At the heart of all great acting is a serious sense of play. And the three dynamic young actors now animating the Teatro Vista production of Candido Tirado’s “Momma’s Boyz” provide a first-rate example of precisely how this childlike, yet intensely honed element of play can work, even when it is put in the service of a deadly serious subject.

Tirado’s tragicomedy (initially set on the mean streets of New York and now “relocated” to Chicago, but sadly applicable to scores of big cities), asks a potent question: How does innocence get corrupted? How do essentially good boys – though to be sure, full of the serious mischief that is so often a by-product of ghetto life – end up selling drugs, going to jail or lying in a coffin before they’ve ever even kissed a girl or been on a plane?

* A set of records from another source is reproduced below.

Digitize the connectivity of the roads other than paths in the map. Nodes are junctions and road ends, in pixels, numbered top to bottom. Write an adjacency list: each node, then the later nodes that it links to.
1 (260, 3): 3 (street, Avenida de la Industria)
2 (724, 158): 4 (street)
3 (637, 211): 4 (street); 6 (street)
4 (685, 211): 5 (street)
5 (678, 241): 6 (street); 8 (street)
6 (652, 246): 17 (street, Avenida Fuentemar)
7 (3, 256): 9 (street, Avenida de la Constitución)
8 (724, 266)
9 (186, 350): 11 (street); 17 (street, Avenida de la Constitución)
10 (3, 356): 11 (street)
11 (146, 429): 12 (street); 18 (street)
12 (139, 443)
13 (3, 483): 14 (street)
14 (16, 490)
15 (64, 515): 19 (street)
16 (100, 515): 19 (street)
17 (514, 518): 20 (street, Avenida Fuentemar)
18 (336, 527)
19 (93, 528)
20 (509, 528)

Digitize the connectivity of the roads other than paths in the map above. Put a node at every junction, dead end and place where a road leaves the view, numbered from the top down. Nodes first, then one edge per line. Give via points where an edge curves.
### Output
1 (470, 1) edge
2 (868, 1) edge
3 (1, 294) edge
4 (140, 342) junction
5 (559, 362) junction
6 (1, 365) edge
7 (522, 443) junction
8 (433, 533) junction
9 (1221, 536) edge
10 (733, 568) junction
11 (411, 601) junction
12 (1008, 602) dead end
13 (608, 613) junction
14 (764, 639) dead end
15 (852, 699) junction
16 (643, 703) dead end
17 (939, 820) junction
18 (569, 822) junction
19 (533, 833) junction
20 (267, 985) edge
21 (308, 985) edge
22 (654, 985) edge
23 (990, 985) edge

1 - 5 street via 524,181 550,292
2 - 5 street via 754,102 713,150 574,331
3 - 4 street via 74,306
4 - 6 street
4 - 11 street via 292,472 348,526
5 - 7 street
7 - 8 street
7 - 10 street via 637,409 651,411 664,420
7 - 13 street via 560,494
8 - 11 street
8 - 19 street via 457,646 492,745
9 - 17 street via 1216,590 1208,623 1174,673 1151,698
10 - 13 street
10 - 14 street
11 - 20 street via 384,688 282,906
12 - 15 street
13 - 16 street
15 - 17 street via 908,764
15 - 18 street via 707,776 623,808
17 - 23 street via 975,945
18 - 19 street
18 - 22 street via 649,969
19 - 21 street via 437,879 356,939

To discover the answer (and it is hardly a mystery), Tirado introduces us to three guys in their late teens who have known each other since grade school and who are all more or less stuck in their lives, and their neighborhoods, despite dreams of a larger existence. He starts at the wake for one of them, and then works his way back in time, tracing the fateful decision they made at one crucial point.

Mimic (Steve Casillas, a terrific physical clown with great verbal and emotional facility), is the smartest, most prescient and most naive of the three, and he is almost saved on some level by a girlfriend, and by his exposure to an acting class that clearly taps into his natural talent for observing people and acting out.

Shine (Marvin Quijada), who has a natural, if badly misdirected entrepreneurial instinct, is skilled at selling his “plastic bags” on the street, but sees it only as a short-term means of realizing his dream of setting up a recording studio.

The aptly named Thug (Jessie David), is the most angry, volatile and unfocused of the three. He also is the one who gets hold of a gun.

Familiar story? Absolutely. But the telling of it is all here as Tirado reveals how the essential dynamic of the trio grew increasingly combustible. Although the playwright makes Mimic his slightly too articulate mouthpiece, he injects such verbal zest and ingenuity into each of his characters that their downward spiral becomes as sad as it is inevitable. And the trio of gifted actors, under Ricardo Gutierrez’s vibrant direction (on Regina Garcia’s graffiti-coated set), make the most of things as they deploy the boys’ wonderfully warped and clever pop culture references and easy interplay. Casillas is hilarious as he nurses a dislocated shoulder, while Quijada and David do a fine job with that old “playing the dozens” competition of insults.

NOTE: This production is dedicated to the memory of Maricela Ochoa, the beautiful and gifted Texas-bred actress, director, producer, writer, performer and choreographer. A founding member and associate director of Teatro Vista, Ochoa worked in many theaters in Chicago, New York, Los Angeles, Houston-Galveston and beyond, and also appeared on television and in films. She died Oct. 10 at the age of 48, after a battle with breast cancer.